Destructive Effects of Earthquakes
Primary Hazards:
Ground Shaking & Ground Rupture: Responsible for most destruction. Increased amplitude and duration amplify damage in poorly consolidated materials.
Building Collapse, Fire, Tsunami, Ground Failure, and Landslides
Looking at Ground Shaking and Rupture
Consequences:
Ground shaking can lead to ruptured gas lines, collapsing structures, and injuries to individuals.
Ground rupture can cause horizontal, vertical, or oblique displacements.
Regional Deformation: Earth can undergo subsidence or uplift (e.g., 1964 Alaska).
Fires: Result from ruptured lines and access issues to firefighting resources.
Liquefaction: Occurs when saturated materials transform into a liquid state under shock (e.g., Alaska 1964).
Tsunamis: Seismic sea waves can increase in height from 1 m in open water to 20-40 m in coastal regions with disastrous effects.
Global Earthquake Statistics
Annual Statistics:
Approximately 1 million earthquakes occur yearly.
200 earthquakes typically exceed magnitude 6.0.
Average of 20 earthquakes reach magnitude 7.0 or larger.
Each year, on average, there is one "great" earthquake with a magnitude of 8.0 or larger.
Canadian Earthquakes
Locational Causes:
West Coast: Active continental margin (subduction, fault movement) leads to frequent earthquakes.
East Coast: Passive continental margin; fault mechanisms are not fully understood and quakes are less common.
Prairies: Intraplate areas rarely experience earthquakes but have notable historical events (e.g., 1919).
Can Earthquakes be Predicted?
Prediction Approaches:
Short-Range Predictions: Aimed at predicting the location and magnitude of imminent earthquakes within a narrow timeframe (currently no reliable methods exist).
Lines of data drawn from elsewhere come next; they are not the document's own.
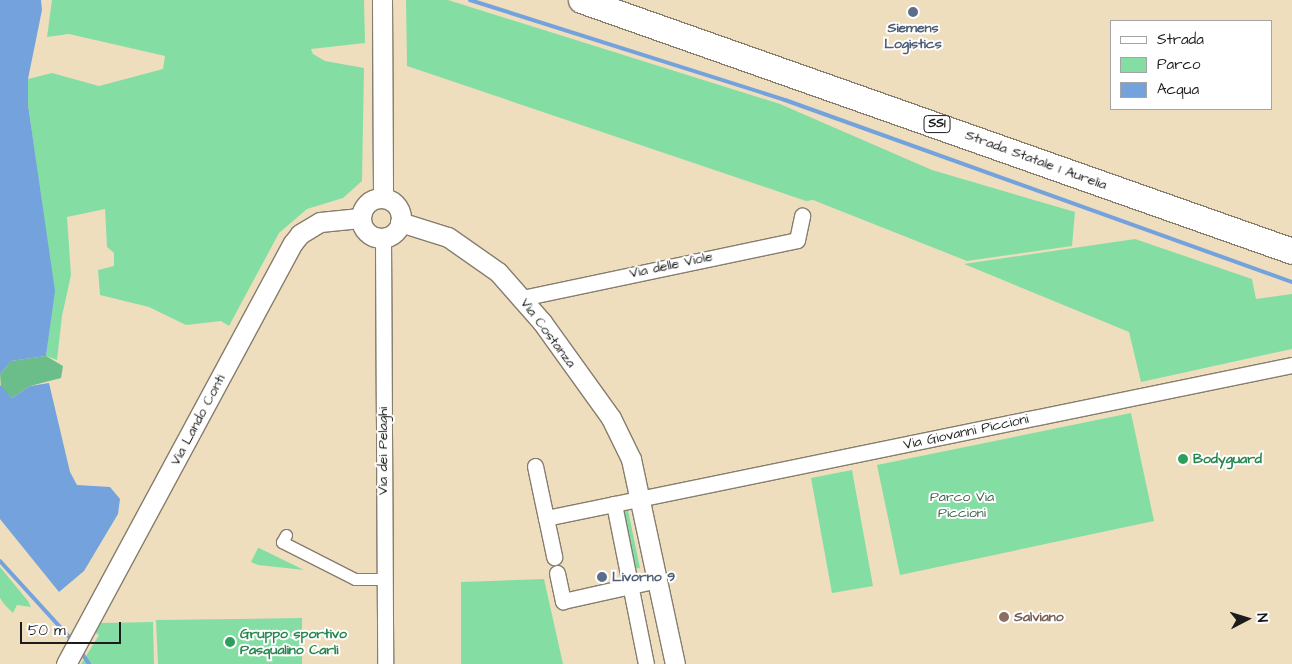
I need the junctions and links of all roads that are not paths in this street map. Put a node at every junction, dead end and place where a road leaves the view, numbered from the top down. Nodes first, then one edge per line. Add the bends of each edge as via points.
1 (382, 0) edge
2 (581, 0) edge
3 (626, 0) edge
4 (383, 197) junction
5 (802, 216) dead end
6 (360, 218) junction
7 (400, 222) junction
8 (1292, 236) edge
9 (383, 238) junction
10 (1292, 252) edge
11 (522, 298) junction
12 (1292, 365) edge
13 (535, 466) dead end
14 (640, 498) junction
15 (614, 504) junction
16 (546, 518) junction
17 (286, 535) dead end
18 (554, 556) dead end
19 (557, 573) dead end
20 (384, 579) junction
21 (657, 580) junction
22 (631, 586) junction
23 (66, 664) edge
24 (385, 664) edge
25 (646, 664) edge
26 (674, 664) edge

1 - 4 street
2 - 10 highway, Strada Statale 1 Aurelia / SS1
3 - 8 highway, Strada Statale 1 Aurelia / SS1
4 - 6 street via 368,201
4 - 7 street via 398,207
5 - 11 street, Via delle Viole via 797,240
6 - 9 street via 367,233
6 - 23 street, Via Lando Conti via 320,222 300,234
7 - 9 street via 394,233
7 - 11 street, Via Costanza via 426,228 467,248 498,272
9 - 20 street, Via dei Pelaghi
11 - 14 street, Via Costanza via 610,418 631,459
12 - 14 street, Via Giovanni Piccioni
13 - 16 street
14 - 15 street
14 - 21 street, Via Costanza
15 - 16 street
15 - 22 street
16 - 18 street
17 - 20 street via 282,542 296,544 355,579
19 - 22 street via 564,602
20 - 24 street, Via dei Pelaghi
21 - 22 street
21 - 26 street, Via Costanza
22 - 25 street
Long-Range Forecasts: Indicate probabilities of major earthquakes occurring over years based on cyclic behavior using historical seismic records.
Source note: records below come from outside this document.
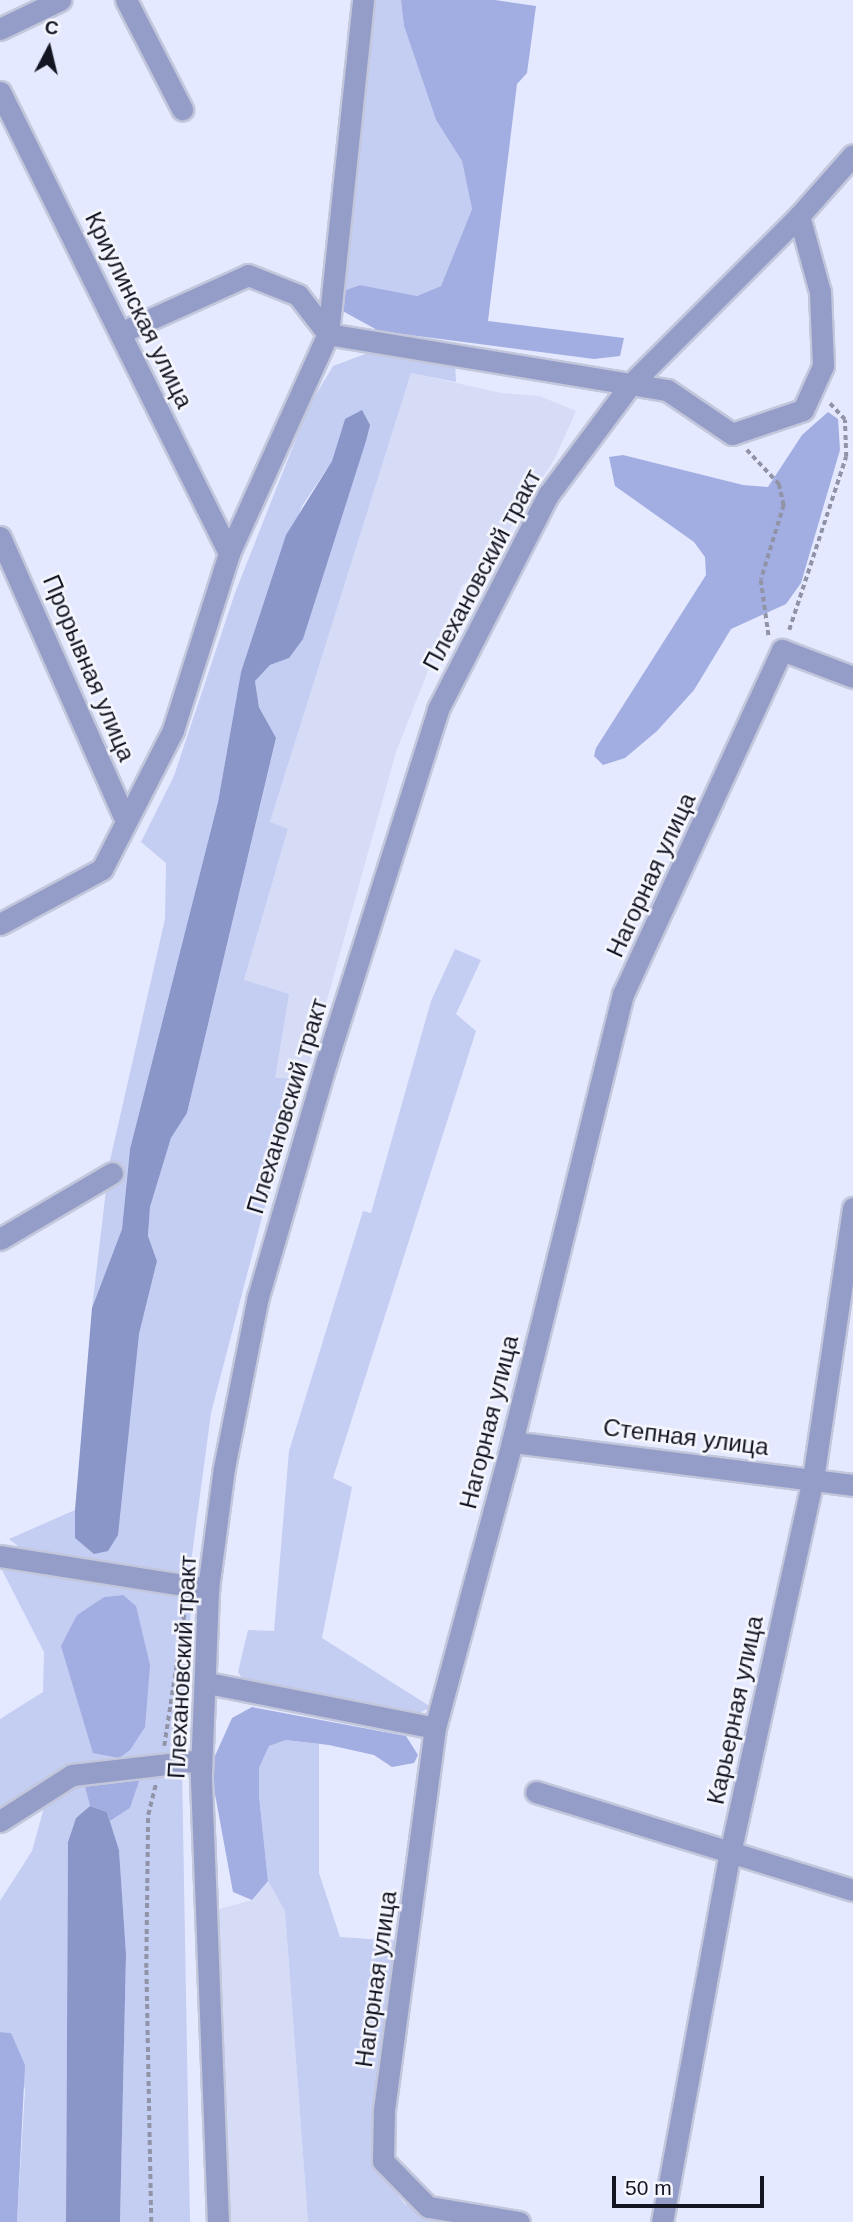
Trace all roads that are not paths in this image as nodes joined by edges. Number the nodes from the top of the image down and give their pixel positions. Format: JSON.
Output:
{"nodes":[{"id":1,"x":60,"y":0,"type":"edge"},
{"id":2,"x":127,"y":0,"type":"edge"},
{"id":3,"x":363,"y":0,"type":"edge"},
{"id":4,"x":0,"y":29,"type":"edge"},
{"id":5,"x":0,"y":92,"type":"edge"},
{"id":6,"x":182,"y":109,"type":"dead end"},
{"id":7,"x":853,"y":155,"type":"edge"},
{"id":8,"x":799,"y":216,"type":"junction"},
{"id":9,"x":122,"y":332,"type":"junction"},
{"id":10,"x":328,"y":334,"type":"junction"},
{"id":11,"x":630,"y":386,"type":"junction"},
{"id":12,"x":0,"y":537,"type":"edge"},
{"id":13,"x":229,"y":554,"type":"junction"},
{"id":14,"x":853,"y":677,"type":"edge"},
{"id":15,"x":127,"y":821,"type":"junction"},
{"id":16,"x":0,"y":924,"type":"edge"},
{"id":17,"x":112,"y":1173,"type":"dead end"},
{"id":18,"x":853,"y":1208,"type":"edge"},
{"id":19,"x":0,"y":1239,"type":"edge"},
{"id":20,"x":512,"y":1442,"type":"junction"},
{"id":21,"x":813,"y":1479,"type":"junction"},
{"id":22,"x":853,"y":1485,"type":"edge"},
{"id":23,"x":0,"y":1556,"type":"edge"},
{"id":24,"x":199,"y":1588,"type":"junction"},
{"id":25,"x":208,"y":1683,"type":"junction"},
{"id":26,"x":435,"y":1728,"type":"junction"},
{"id":27,"x":201,"y":1760,"type":"junction"},
{"id":28,"x":536,"y":1792,"type":"dead end"},
{"id":29,"x":0,"y":1821,"type":"edge"},
{"id":30,"x":730,"y":1853,"type":"junction"},
{"id":31,"x":853,"y":1890,"type":"edge"},
{"id":32,"x":218,"y":2222,"type":"edge"},
{"id":33,"x":519,"y":2222,"type":"edge"},
{"id":34,"x":662,"y":2222,"type":"edge"}],
"edges":[{"from":1,"to":4,"type":"street"},
{"from":2,"to":6,"type":"street"},
{"from":3,"to":10,"type":"street"},
{"from":5,"to":9,"type":"street","name":"Криулинская улица"},
{"from":7,"to":8,"type":"street","name":"Плехановский тракт"},
{"from":8,"to":11,"type":"street","name":"Плехановский тракт"},
{"from":8,"to":11,"type":"street"},
{"from":9,"to":10,"type":"street"},
{"from":9,"to":13,"type":"street","name":"Криулинская улица"},
{"from":10,"to":11,"type":"street"},
{"from":10,"to":13,"type":"street"},
{"from":11,"to":24,"type":"street","name":"Плехановский тракт"},
{"from":12,"to":15,"type":"street","name":"Прорывная улица"},
{"from":13,"to":15,"type":"street"},
{"from":14,"to":20,"type":"street","name":"Нагорная улица"},
{"from":15,"to":16,"type":"street"},
{"from":17,"to":19,"type":"street"},
{"from":18,"to":21,"type":"street","name":"Карьерная улица"},
{"from":20,"to":21,"type":"street","name":"Степная улица"},
{"from":20,"to":26,"type":"street","name":"Нагорная улица"},
{"from":21,"to":22,"type":"street","name":"Степная улица"},
{"from":21,"to":30,"type":"street","name":"Карьерная улица"},
{"from":23,"to":24,"type":"street"},
{"from":24,"to":25,"type":"street","name":"Плехановский тракт"},
{"from":25,"to":26,"type":"street"},
{"from":25,"to":27,"type":"street","name":"Плехановский тракт"},
{"from":26,"to":33,"type":"street","name":"Нагорная улица"},
{"from":27,"to":29,"type":"street"},
{"from":27,"to":32,"type":"street","name":"Плехановский тракт"},
{"from":28,"to":30,"type":"street"},
{"from":30,"to":31,"type":"street"},
{"from":30,"to":34,"type":"street","name":"Карьерная улица"}]}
Techniques for Earthquake Prediction
Precursor Indicators:
Includes elevation changes, groundwater fluctuations, shifts in magnetic fields, and anomalies in animal behavior.
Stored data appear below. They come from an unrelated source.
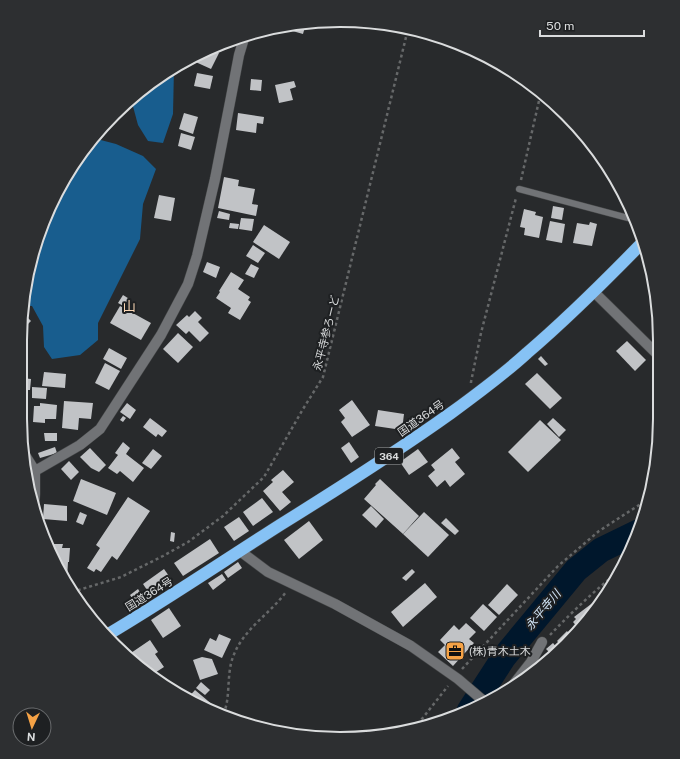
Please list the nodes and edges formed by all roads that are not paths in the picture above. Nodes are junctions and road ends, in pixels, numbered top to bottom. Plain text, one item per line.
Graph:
1 (243, 43) edge
2 (519, 189) road end
3 (628, 218) edge
4 (638, 247) edge
5 (594, 292) junction
6 (653, 350) edge
7 (31, 465) edge
8 (35, 471) junction
9 (35, 488) edge
10 (240, 552) junction
11 (112, 633) edge
12 (542, 642) road end
13 (522, 673) edge
14 (481, 699) edge

1 - 8 street
2 - 3 lane
4 - 5 highway, 国道364号 / 364
5 - 6 street
5 - 10 highway, 国道364号 / 364
7 - 8 street
8 - 9 street
10 - 11 highway, 国道364号 / 364
10 - 14 street
12 - 13 street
Can Earthquakes be Controlled?
A speculative approach includes injecting fluids into seismic gaps to encourage smaller quakes and prevent larger ones.
Seismic gap: area of earthquakes that is now inactive
Earth's Interior
Understanding Earth's Interior:
By 1860, significant data was accumulated regarding the mass, volume, and density of Earth, alongside understanding pressure and temperature variances increasing with depth.
The average geothermal gradient is about 25°C/km.
Direct observation of Earth’s interior is impossible, necessitating reliance on various forms of evidence, such as density variations, gravitational fields, and mineral composition.
How do We Know about Earth’s Interior?
Direct Evidence:
Mining: Extensive studies from deep mining operations, such as the TauTona Mine in South Africa, which is the world's deepest mining operation.
Drilling: Notable drilling expeditions, such as the Russian Kola Superdeep Borehole, which aimed to reach 15 km but only achieved 12.3 km due to technological and geological challenges.
Volcanic Materials: Samples such as xenoliths from mantle rocks brought to the surface during volcanic eruptions.
Analyzing Seismic Waves and Earth’s Internal Structure
Seismic Indications:
Body waves (P-waves and S-waves) help determine Earth's internal structure through changes in velocity contingent on density and elasticity changes.
Earth’s Interior Structure
Composition and Layers:
The interior comprises the crust, mantle, and core. The nature of seismic waves through each layer aids in understanding the layering and material properties.
Example: Core findings indicate a liquid outer core and solid inner core based on seismic wave behaviors and velocities (P-waves show reduction and S-waves are non-existent in certain zones).
The Mantle
Characteristics:
The mantle is over 80% of Earth's volume, composed mainly of ultramafic rock, with density increasing with depth.
Discontinuities, such as the Moho, define the boundary between the crust and mantle.
Earth’s Internal Heat
Geothermal Gradient:
Heat increases with depth, averaging 25°C per km, impacted by volcanic activity.
Estimated temperatures at different depths, with the core reaching up to 6,500°C.